» Supplied material:
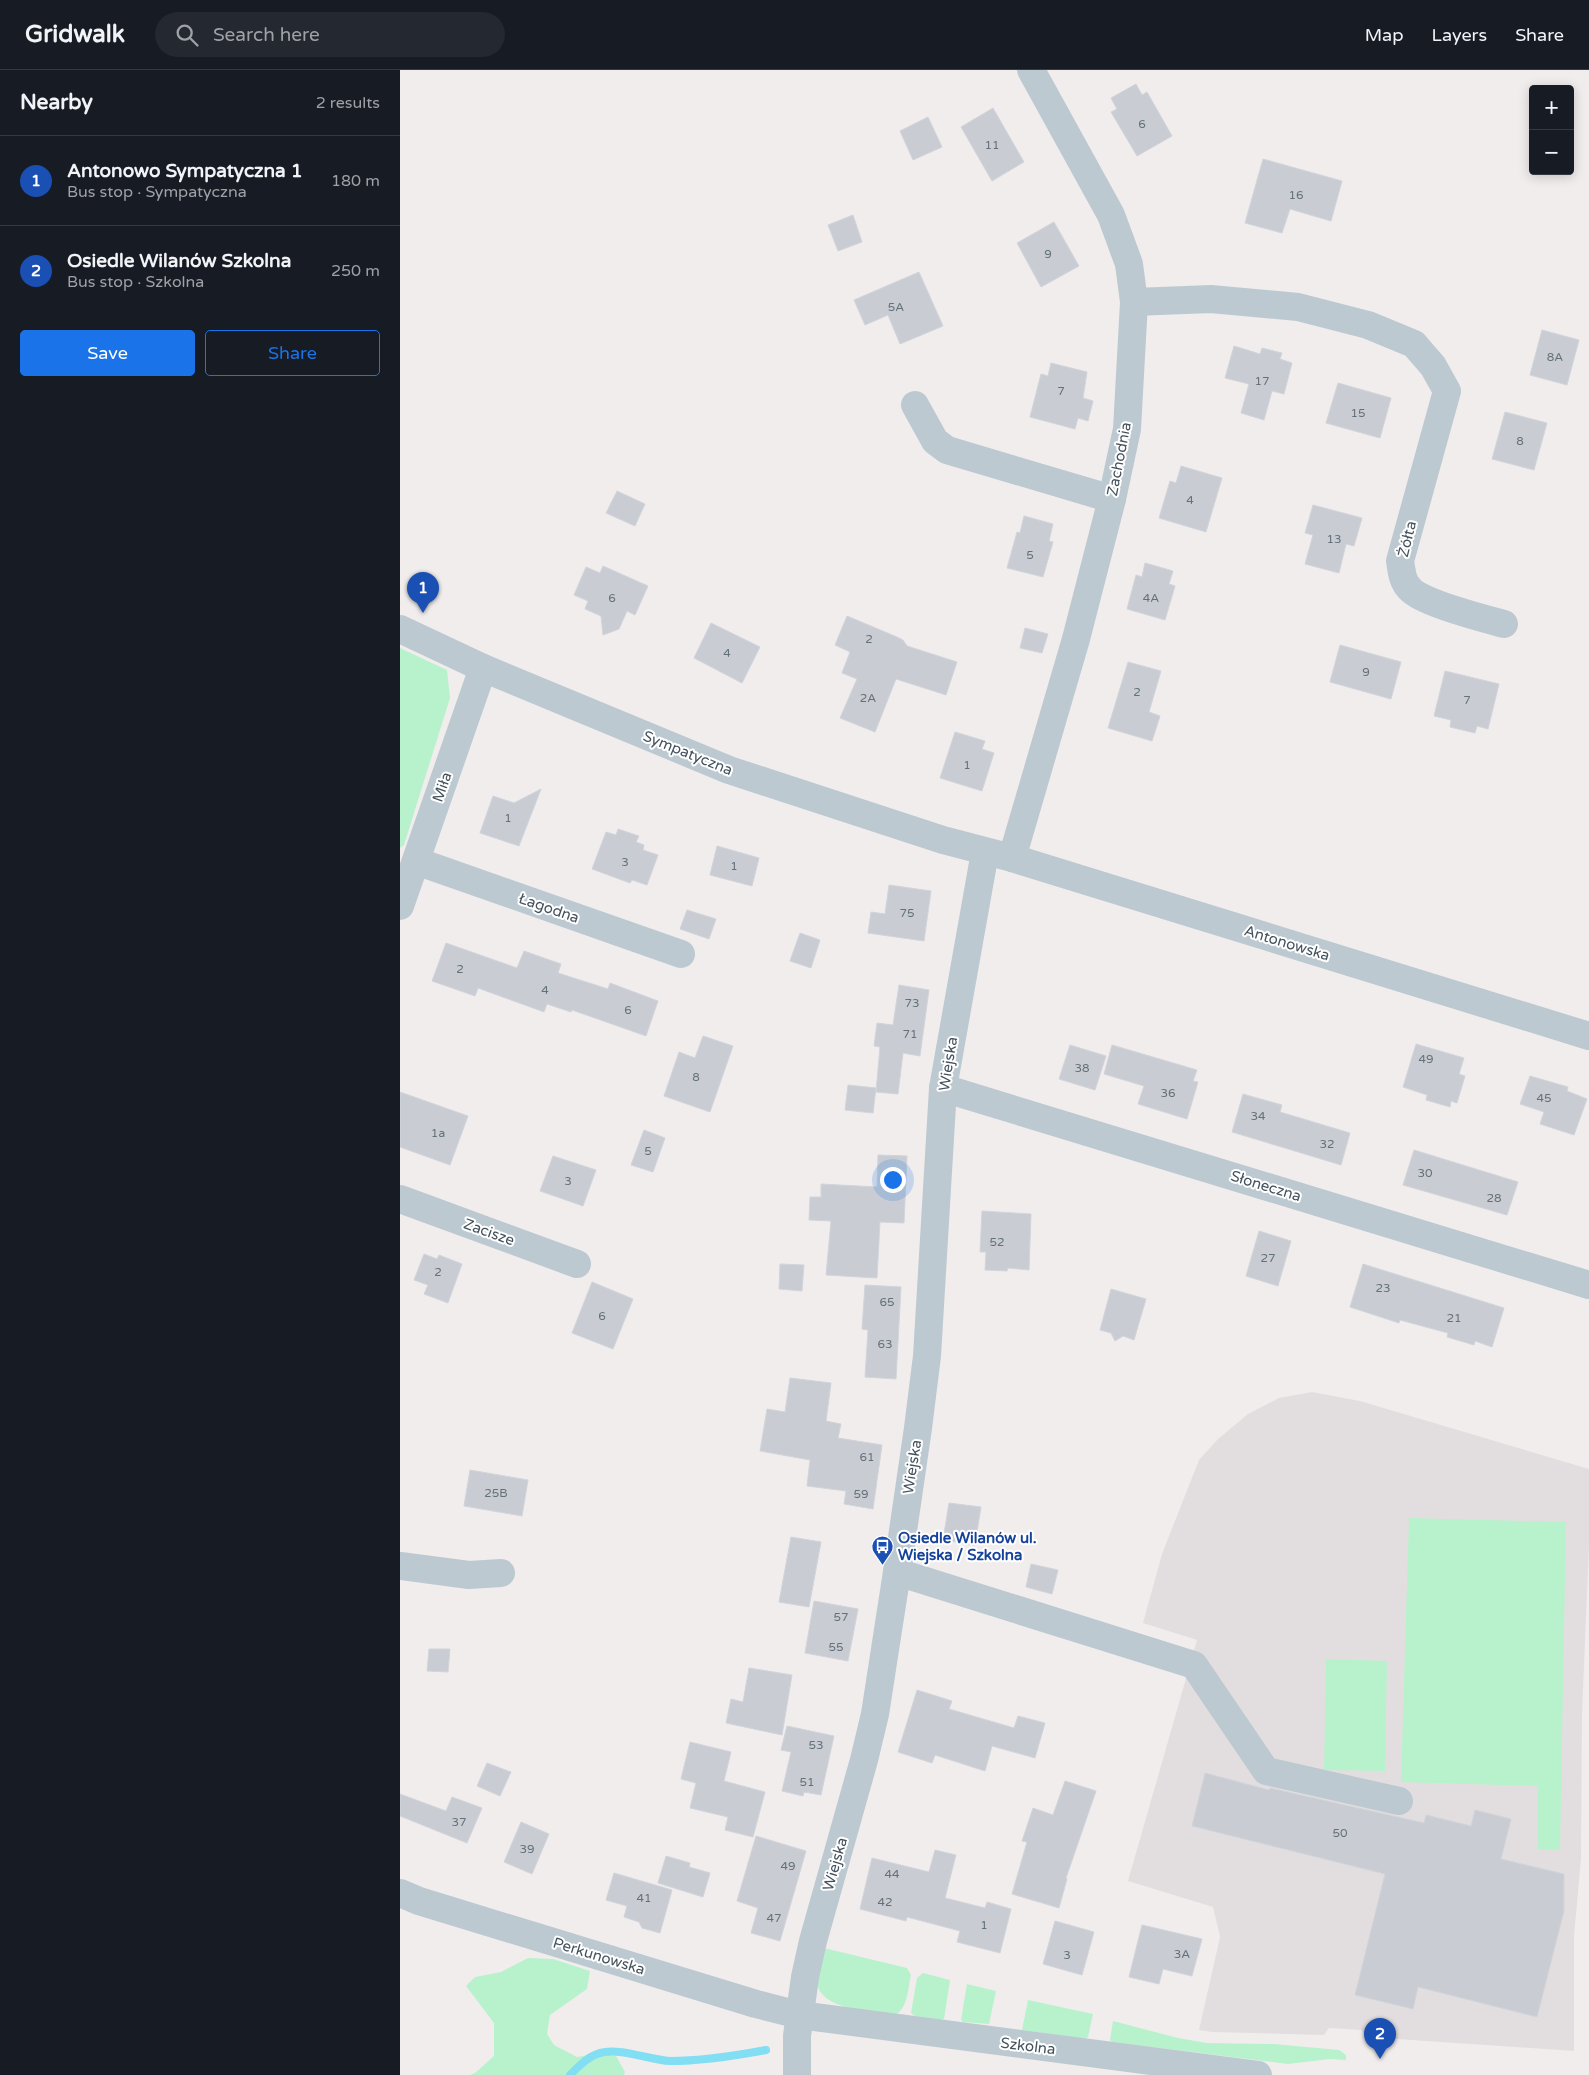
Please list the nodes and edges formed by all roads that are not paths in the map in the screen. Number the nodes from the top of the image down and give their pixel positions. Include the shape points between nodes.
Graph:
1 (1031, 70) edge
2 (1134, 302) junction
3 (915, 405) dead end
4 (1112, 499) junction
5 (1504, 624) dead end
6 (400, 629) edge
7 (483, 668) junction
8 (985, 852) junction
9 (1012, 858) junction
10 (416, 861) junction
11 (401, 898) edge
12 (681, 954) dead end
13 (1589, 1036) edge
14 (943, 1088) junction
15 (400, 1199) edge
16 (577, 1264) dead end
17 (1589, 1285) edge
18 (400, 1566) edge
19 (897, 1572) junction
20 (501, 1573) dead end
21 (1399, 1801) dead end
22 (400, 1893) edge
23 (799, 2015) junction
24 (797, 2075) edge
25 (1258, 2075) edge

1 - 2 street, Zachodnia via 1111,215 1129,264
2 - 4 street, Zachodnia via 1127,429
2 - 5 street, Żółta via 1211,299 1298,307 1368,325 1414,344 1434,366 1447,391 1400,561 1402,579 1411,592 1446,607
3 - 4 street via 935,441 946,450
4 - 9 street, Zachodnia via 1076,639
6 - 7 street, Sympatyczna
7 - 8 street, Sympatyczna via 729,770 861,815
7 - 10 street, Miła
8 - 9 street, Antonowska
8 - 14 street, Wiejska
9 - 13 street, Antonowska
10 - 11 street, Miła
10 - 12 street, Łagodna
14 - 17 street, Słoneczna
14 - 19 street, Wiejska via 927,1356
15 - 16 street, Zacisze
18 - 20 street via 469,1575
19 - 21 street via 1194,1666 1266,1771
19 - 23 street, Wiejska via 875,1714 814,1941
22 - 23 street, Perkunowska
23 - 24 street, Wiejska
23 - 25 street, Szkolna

» Task item:
Could you return the listing above exactly, minus its pictures?

» Output for this exercise:
Please list the nodes and edges formed by all roads that are not paths in the map in the screen. Number the nodes from the top of the image down and give their pixel positions. Include the shape points between nodes.
Graph:
1 (1031, 70) edge
2 (1134, 302) junction
3 (915, 405) dead end
4 (1112, 499) junction
5 (1504, 624) dead end
6 (400, 629) edge
7 (483, 668) junction
8 (985, 852) junction
9 (1012, 858) junction
10 (416, 861) junction
11 (401, 898) edge
12 (681, 954) dead end
13 (1589, 1036) edge
14 (943, 1088) junction
15 (400, 1199) edge
16 (577, 1264) dead end
17 (1589, 1285) edge
18 (400, 1566) edge
19 (897, 1572) junction
20 (501, 1573) dead end
21 (1399, 1801) dead end
22 (400, 1893) edge
23 (799, 2015) junction
24 (797, 2075) edge
25 (1258, 2075) edge

1 - 2 street, Zachodnia via 1111,215 1129,264
2 - 4 street, Zachodnia via 1127,429
2 - 5 street, Żółta via 1211,299 1298,307 1368,325 1414,344 1434,366 1447,391 1400,561 1402,579 1411,592 1446,607
3 - 4 street via 935,441 946,450
4 - 9 street, Zachodnia via 1076,639
6 - 7 street, Sympatyczna
7 - 8 street, Sympatyczna via 729,770 861,815
7 - 10 street, Miła
8 - 9 street, Antonowska
8 - 14 street, Wiejska
9 - 13 street, Antonowska
10 - 11 street, Miła
10 - 12 street, Łagodna
14 - 17 street, Słoneczna
14 - 19 street, Wiejska via 927,1356
15 - 16 street, Zacisze
18 - 20 street via 469,1575
19 - 21 street via 1194,1666 1266,1771
19 - 23 street, Wiejska via 875,1714 814,1941
22 - 23 street, Perkunowska
23 - 24 street, Wiejska
23 - 25 street, Szkolna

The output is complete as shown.